Start of Block

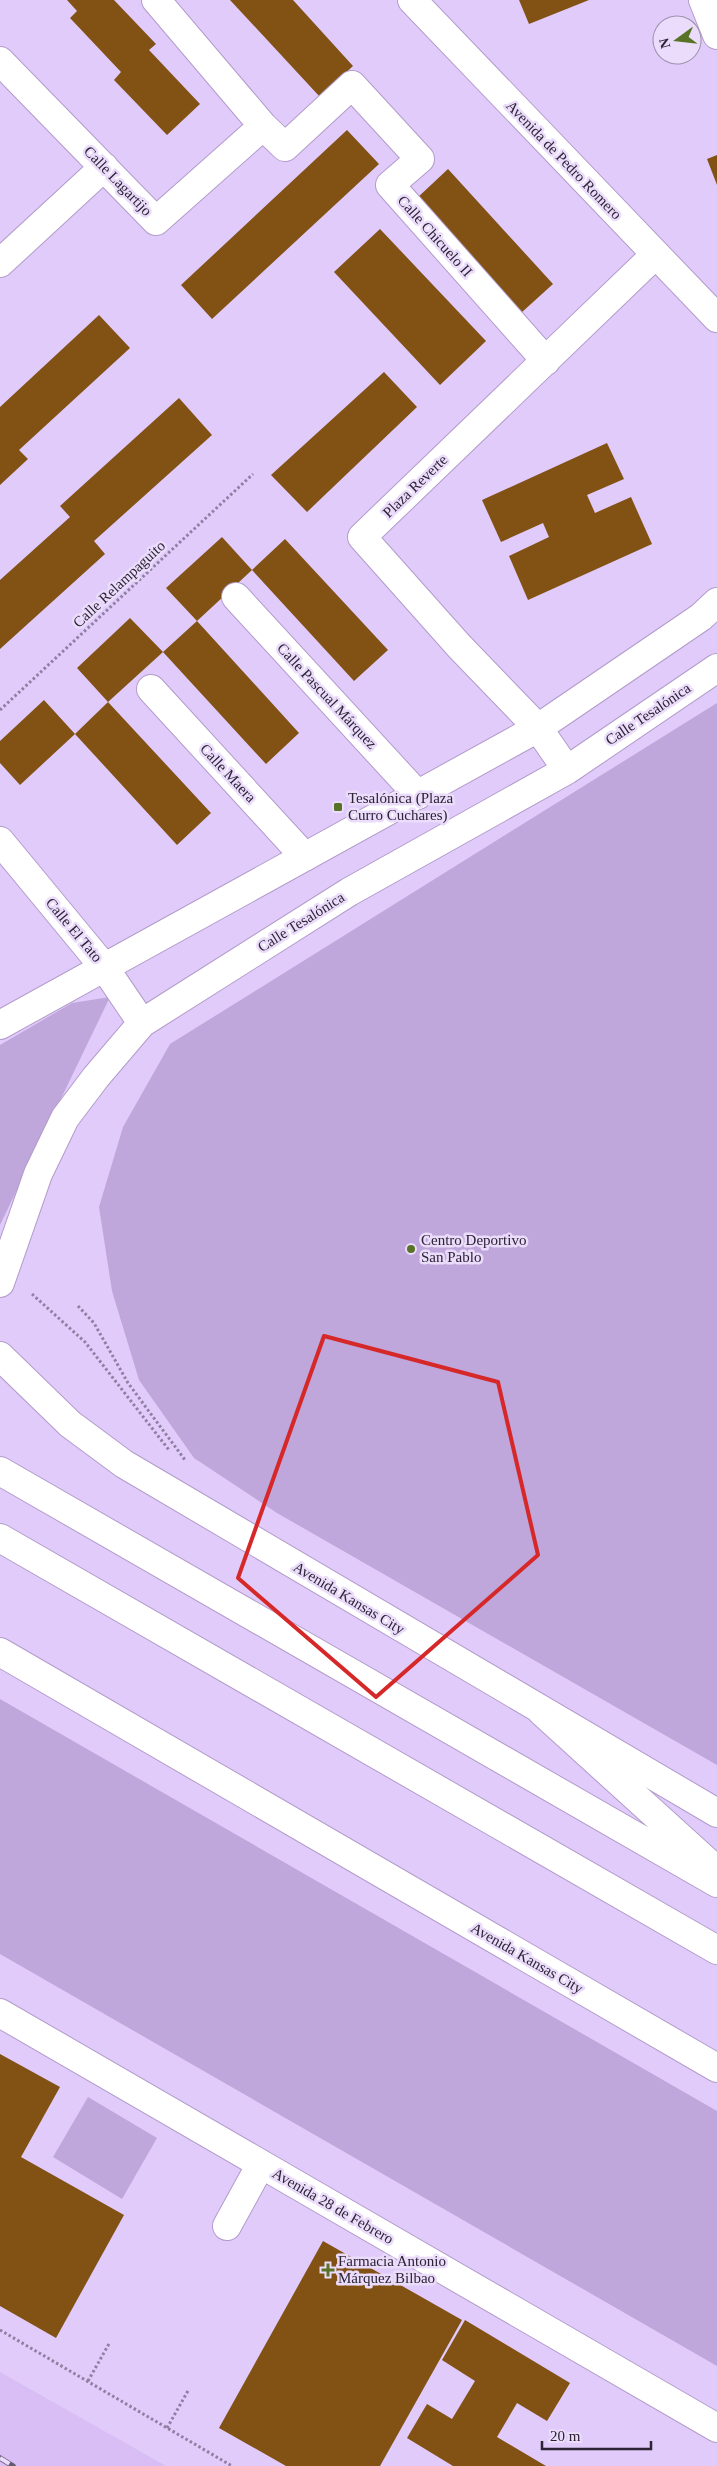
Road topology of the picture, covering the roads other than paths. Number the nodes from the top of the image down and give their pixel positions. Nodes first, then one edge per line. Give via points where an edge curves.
1 (156, 0) edge
2 (412, 0) edge
3 (703, 0) edge
4 (717, 35) edge
5 (0, 61) edge
6 (263, 126) junction
7 (104, 167) junction
8 (655, 255) junction
9 (0, 263) edge
10 (717, 318) edge
11 (546, 361) junction
12 (236, 598) dead end
13 (717, 602) edge
14 (717, 668) edge
15 (151, 689) dead end
16 (538, 728) junction
17 (567, 770) junction
18 (418, 795) junction
19 (0, 841) edge
20 (305, 857) junction
21 (104, 967) junction
22 (142, 1023) junction
23 (0, 1025) edge
24 (2, 1276) edge
25 (0, 1356) edge
26 (0, 1471) edge
27 (0, 1538) edge
28 (0, 1652) edge
29 (542, 1712) junction
30 (717, 1814) edge
31 (717, 1871) edge
32 (717, 1883) edge
33 (717, 1950) edge
34 (0, 2013) edge
35 (717, 2068) edge
36 (261, 2164) junction
37 (228, 2226) dead end
38 (717, 2428) edge

1 - 6 street, Calle Chicuelo II
2 - 8 street, Avenida de Pedro Romero
3 - 4 street
5 - 7 street, Calle Lagartijo
6 - 7 street, Calle Lagartijo via 156,221
6 - 11 street, Calle Chicuelo II via 285,147 352,85 420,159 390,185
7 - 9 street
8 - 10 street, Avenida de Pedro Romero
8 - 11 street, Plaza Reverte
11 - 16 street, Plaza Reverte via 362,537 459,646
12 - 18 street, Calle Pascual Márquez
13 - 16 street via 701,617
14 - 17 street, Calle Tesalónica
15 - 20 street, Calle Maera
16 - 17 street
16 - 18 street
17 - 22 street, Calle Tesalónica via 349,892
18 - 20 street
19 - 21 street, Calle El Tato
20 - 21 street
21 - 22 street, Calle El Tato
21 - 23 street
22 - 24 street, Calle Tesalónica via 66,1118 38,1174
25 - 29 street, Avenida Kansas City via 70,1424 124,1464
26 - 32 street
27 - 33 street
28 - 35 street, Avenida Kansas City
29 - 30 street, Avenida Kansas City
29 - 31 street
34 - 36 street, Avenida 28 de Febrero
36 - 37 street
36 - 38 street, Avenida 28 de Febrero

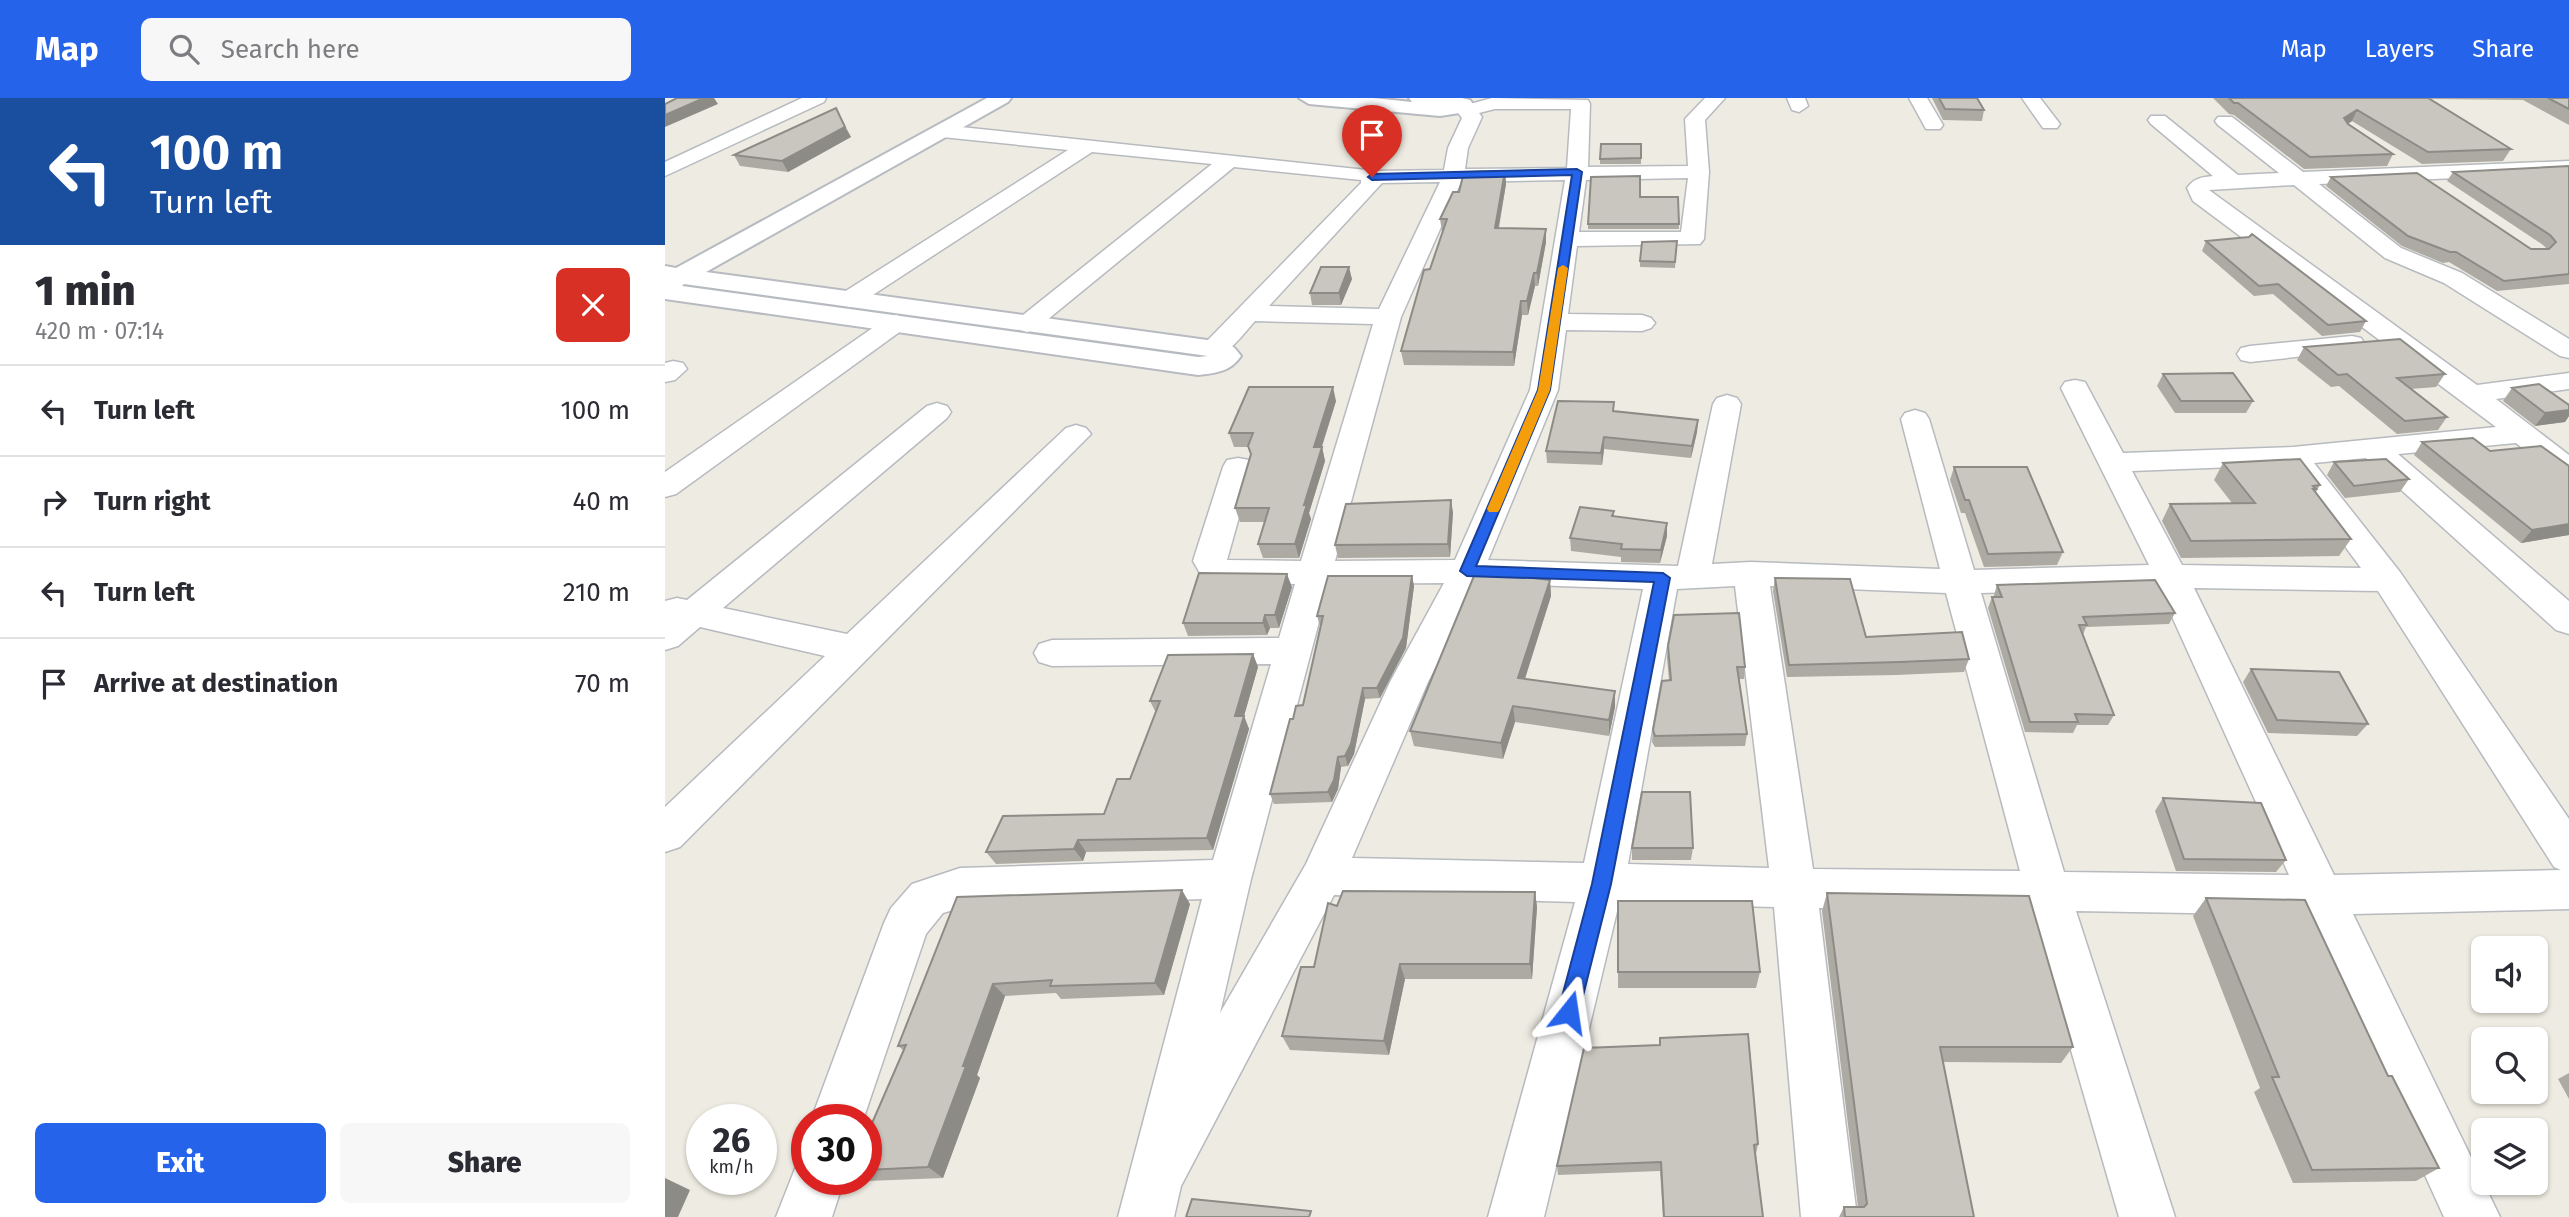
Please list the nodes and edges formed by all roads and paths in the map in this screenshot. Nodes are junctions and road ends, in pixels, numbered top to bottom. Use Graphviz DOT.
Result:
graph roads {
  1 [pos="817,98"];
  2 [pos="973,98"];
  3 [pos="1001,98"];
  4 [pos="1309,98"];
  5 [pos="1419,98"];
  6 [pos="1716,98"];
  7 [pos="1919,98"];
  8 [pos="2031,98"];
  9 [pos="1508,101"];
  10 [pos="1582,101"];
  11 [pos="1465,108"];
  12 [pos="2158,120"];
  13 [pos="2225,121"];
  14 [pos="2050,124"];
  15 [pos="1933,125"];
  16 [pos="942,131"];
  17 [pos="1088,146"];
  18 [pos="2503,149"];
  19 [pos="2384,152"];
  20 [pos="1230,160"];
  21 [pos="2569,167"];
  22 [pos="2535,168"];
  23 [pos="665,170"];
  24 [pos="1577,172"];
  25 [pos="1699,172"];
  26 [pos="2417,174"];
  27 [pos="1454,175"];
  28 [pos="1372,177"];
  29 [pos="2299,179"];
  30 [pos="2233,182"];
  31 [pos="2569,187"];
  32 [pos="2448,195"];
  33 [pos="1567,239"];
  34 [pos="668,278"];
  35 [pos="850,299"];
  36 [pos="1249,313"];
  37 [pos="1388,317"];
  38 [pos="1555,322"];
  39 [pos="896,323"];
  40 [pos="1643,323"];
  41 [pos="1027,324"];
  42 [pos="2394,339"];
  43 [pos="1214,349"];
  44 [pos="2569,350"];
  45 [pos="2250,354"];
  46 [pos="2569,381"];
  47 [pos="2075,388"];
  48 [pos="2472,394"];
  49 [pos="1727,404"];
  50 [pos="937,412"];
  51 [pos="1915,419"];
  52 [pos="2524,433"];
  53 [pos="1076,434"];
  54 [pos="2375,450"];
  55 [pos="2293,456"];
  56 [pos="2113,463"];
  57 [pos="1238,467"];
  58 [pos="2569,470"];
  59 [pos="665,487"];
  60 [pos="1467,571"];
  61 [pos="1315,573"];
  62 [pos="1751,574"];
  63 [pos="2171,576"];
  64 [pos="1678,577"];
  65 [pos="2388,580"];
  66 [pos="1962,582"];
  67 [pos="679,610"];
  68 [pos="2569,621"];
  69 [pos="665,637"];
  70 [pos="854,649"];
  71 [pos="1293,651"];
  72 [pos="1052,653"];
  73 [pos="665,834"];
  74 [pos="2569,854"];
  75 [pos="1322,876"];
  76 [pos="1229,879"];
  77 [pos="1602,884"];
  78 [pos="1794,888"];
  79 [pos="2569,889"];
  80 [pos="2047,891"];
  81 [pos="2320,895"];
  82 [pos="843,1104"];
  83 [pos="1159,1172"];
  84 [pos="812,1195"];
  85 [pos="804,1217"];
  86 [pos="1146,1217"];
  87 [pos="1515,1217"];
  88 [pos="1829,1217"];
  89 [pos="2147,1217"];
  90 [pos="2472,1217"];
  1 -- 23 [label="street"];
  2 -- 34 [label="street"];
  3 -- 16 [label="street"];
  4 -- 11 [label="street"];
  5 -- 11 [label="street"];
  6 -- 25 [label="street"];
  7 -- 15 [label="street"];
  8 -- 14 [label="street"];
  9 -- 10 [label="street"];
  9 -- 11 [label="street"];
  10 -- 24 [label="street"];
  11 -- 27 [label="street"];
  12 -- 30 [label="street"];
  13 -- 29 [label="street"];
  16 -- 17 [label="street"];
  16 -- 34 [label="street"];
  17 -- 20 [label="street"];
  17 -- 35 [label="street"];
  18 -- 22 [label="street"];
  19 -- 26 [label="street"];
  20 -- 28 [label="street"];
  20 -- 41 [label="street"];
  21 -- 22 [label="street"];
  22 -- 26 [label="street"];
  22 -- 31 [label="street"];
  24 -- 25 [label="street"];
  24 -- 27 [label="street"];
  24 -- 33 [label="street"];
  25 -- 33 [label="street"];
  26 -- 29 [label="street"];
  26 -- 32 [label="street"];
  27 -- 28 [label="street"];
  27 -- 37 [label="street"];
  28 -- 36 [label="street"];
  29 -- 30 [label="street"];
  29 -- 44 [label="street"];
  30 -- 42 [label="street"];
  33 -- 38 [label="street"];
  34 -- 35 [label="street"];
  34 -- 39 [label="street"];
  35 -- 41 [label="street"];
  36 -- 37 [label="street"];
  36 -- 43 [label="street"];
  37 -- 61 [label="street"];
  38 -- 40 [label="street"];
  38 -- 60 [label="street"];
  39 -- 43 [label="street"];
  39 -- 59 [label="street"];
  41 -- 43 [label="street"];
  42 -- 45 [label="street"];
  42 -- 48 [label="street"];
  46 -- 48 [label="street"];
  47 -- 56 [label="street"];
  48 -- 52 [label="street"];
  49 -- 64 [label="street"];
  50 -- 67 [label="street"];
  51 -- 66 [label="street"];
  52 -- 54 [label="street"];
  52 -- 58 [label="street"];
  53 -- 70 [label="street"];
  54 -- 55 [label="street"];
  54 -- 68 [label="street"];
  55 -- 56 [label="street"];
  55 -- 65 [label="street"];
  56 -- 63 [label="street"];
  57 -- 61 [label="street"];
  60 -- 61 [label="street"];
  60 -- 64 [label="street"];
  60 -- 75 [label="street"];
  61 -- 71 [label="street"];
  62 -- 64 [label="street"];
  62 -- 66 [label="street"];
  62 -- 78 [label="street"];
  63 -- 65 [label="street"];
  63 -- 66 [label="street"];
  63 -- 81 [label="street"];
  64 -- 77 [label="street"];
  65 -- 74 [label="street"];
  66 -- 80 [label="street"];
  67 -- 69 [label="street"];
  67 -- 70 [label="street"];
  70 -- 73 [label="street"];
  71 -- 72 [label="street"];
  71 -- 76 [label="street"];
  75 -- 77 [label="street"];
  75 -- 83 [label="street"];
  76 -- 82 [label="street"];
  76 -- 83 [label="street"];
  77 -- 78 [label="street"];
  77 -- 87 [label="street"];
  78 -- 80 [label="street"];
  78 -- 88 [label="street"];
  79 -- 81 [label="street"];
  80 -- 81 [label="street"];
  80 -- 89 [label="street"];
  81 -- 90 [label="street"];
  83 -- 86 [label="street"];
  84 -- 85 [label="street"];
}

End of Block

→ **WORK REQUEST**
Scan the entries for lines holding the string "Pedro", then copy every one of them.

→ **TASK SOLUTION**
2 - 8 street, Avenida de Pedro Romero
8 - 10 street, Avenida de Pedro Romero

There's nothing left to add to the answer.